No you haven’t been living under a rock your definitions are just off and you didn’t read carefully what I wrote. Or you’re just overly pedantic.

I wrote bugs can cover exceptions. Think hard about what that sentence means in English. If I can do something it means I can both do something and not do something. So that means there are exceptions that are bugs and exceptions that are not bugs.

The reason why it’s important to illustrate this difference is because a large, large number of exceptions occur as a bug.

I'm currently working on something that requires a GPU with CUDA at runtime. If something went wrong while initializing the GPU, then that'd be an exceptuion/bug/"programming error" most likely. If the user somehow ended up sending data to the GPU that isn't compatible/couldn't be converted or whatever, then that'd be an user error, they could probably fix that themselves.

But then for example if there is no GPU at all on the system, it's neither a "programming error" nor something the user could really do something about, but it is exceptional, and requires us to stop and not continue.

> If something went wrong while initializing the GPU, then that'd be an exceptuion/bug/"programming error" most likely.

That depends if it is due to the programmer making a mistake in the code or an environmental condition (e.g. failing hardware). The former is exceptional if detected, a bug if not detected (i.e. the program errantly carries on as if nothing happened, much the dismay of the user), while the latter is a regular error.

> But then for example if there is no GPU at all on the system, it's neither a "programming error" nor something the user could really do something about, but it is exceptional

Not having a GPU isn't exceptional in any sense of the word. It is very much an expected condition. Normally the programmer will probe the system to detect if there is one and if there isn't, fall back to some other option (e.g. CPU processing or, at very least, gracefully exiting with feedback on how to resolve).

The programmer failing to do that is exceptional, though. Exceptions are "runtime compiler errors". A theoretical compiler could detect that you forgot to check for the presence of a GPU before your program is ever run.

The grey area is malfunctioning CPU/memory. That isn't programmer error, but we also don't have a good way to think about it as a regular error either. This is what "bug" was originally intended to refer to, but that usage moved on long ago and there is seemingly no replacement.

That’s interesting. I’d actually consider this a user error because it’s only in the user’s power to fix it.

For example:

1. You’d want to display a message that they need a GPU.

2. Call stack information isn’t helpful in diagnosing the issue.

Not all exceptional circumstances are bugs
> Exceptions should be reserved for developer errors like edge cases that haven’t been considered or invalid bounds which mistakenly went unchecked.

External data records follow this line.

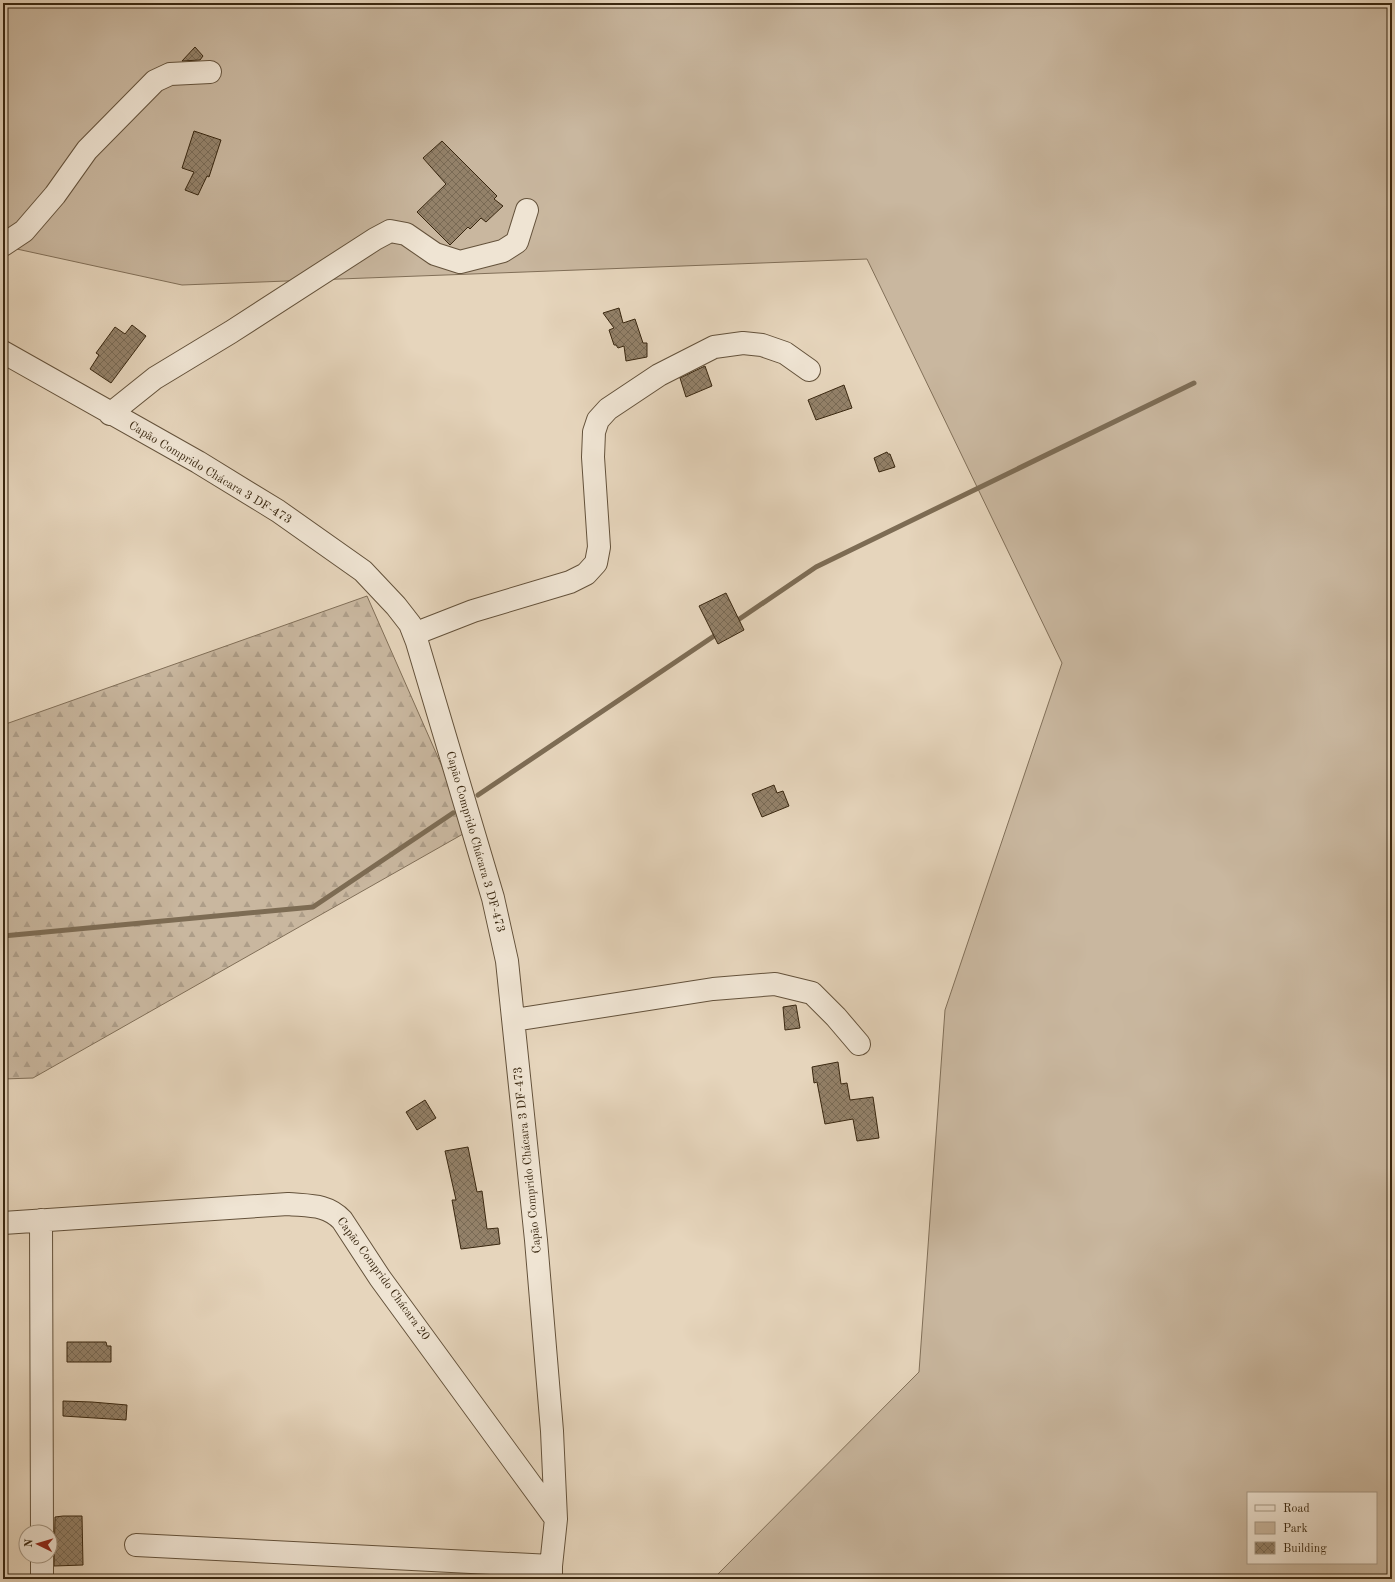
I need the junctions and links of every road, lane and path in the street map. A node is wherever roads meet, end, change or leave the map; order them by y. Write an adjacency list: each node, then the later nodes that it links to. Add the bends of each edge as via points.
1 (210, 72): 3 (street, via 170,74 155,81 87,150 55,195 24,231)
2 (527, 210): 6 (street, via 517,242 503,251 460,262 435,254 406,234 390,230 155,378)
3 (3, 245)
4 (3, 352): 6 (street, Capão Comprido Chácara 3 DF-473)
5 (809, 370): 7 (street, via 785,353 762,345 743,343 714,347 659,375 608,409 598,420 594,432 593,457 599,547 596,563 586,574 570,582 473,611)
6 (110, 414): 7 (street, Capão Comprido Chácara 3 DF-473, via 198,462 278,511 363,571 396,606 410,624)
7 (414, 634): 8 (street, Capão Comprido Chácara 3 DF-473, via 493,898 507,961)
8 (514, 1020): 9 (street, via 713,989 774,984 812,993); 12 (street, Capão Comprido Chácara 3 DF-473, via 536,1240 552,1431)
9 (859, 1044)
10 (41, 1220): 11 (street, Capão Comprido Chácara 20); 12 (street, Capão Comprido Chácara 20, via 288,1204 326,1208 334,1212); 13 (street)
11 (3, 1223)
12 (556, 1519): 16 (street, Capão Comprido Chácara 3 DF-473)
13 (42, 1524)
14 (136, 1545): 16 (street)
15 (42, 1564): 17 (street)
16 (551, 1572)
17 (42, 1579)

Isn't this what assertions are for? How would a user even know what exceptions they are supposed to catch?

IMO exceptions are for errors that the caller can handle in a meaningful way. Random programmer errors are not that.

In practice, exceptions are not very different from Result types, they are just a different style of programming. For example, C++ got std::expected because many people either can't or don't want to use exceptions; the use case, however, is pretty much the same.

I’ve often seen assertions throw exceptions when violated. Users don’t catch exceptions, developers do. Users interact with the software through things like failure pop ups. You’d need to check that there’s a failure to show one, hence returning a Result to represent the success/fail state.
With users I meant library users, not end users.

> You’d need to check that there’s a failure to show one

You can do this with either exceptions or Result types. At the end of the day, it is a matter of culture and personal preference.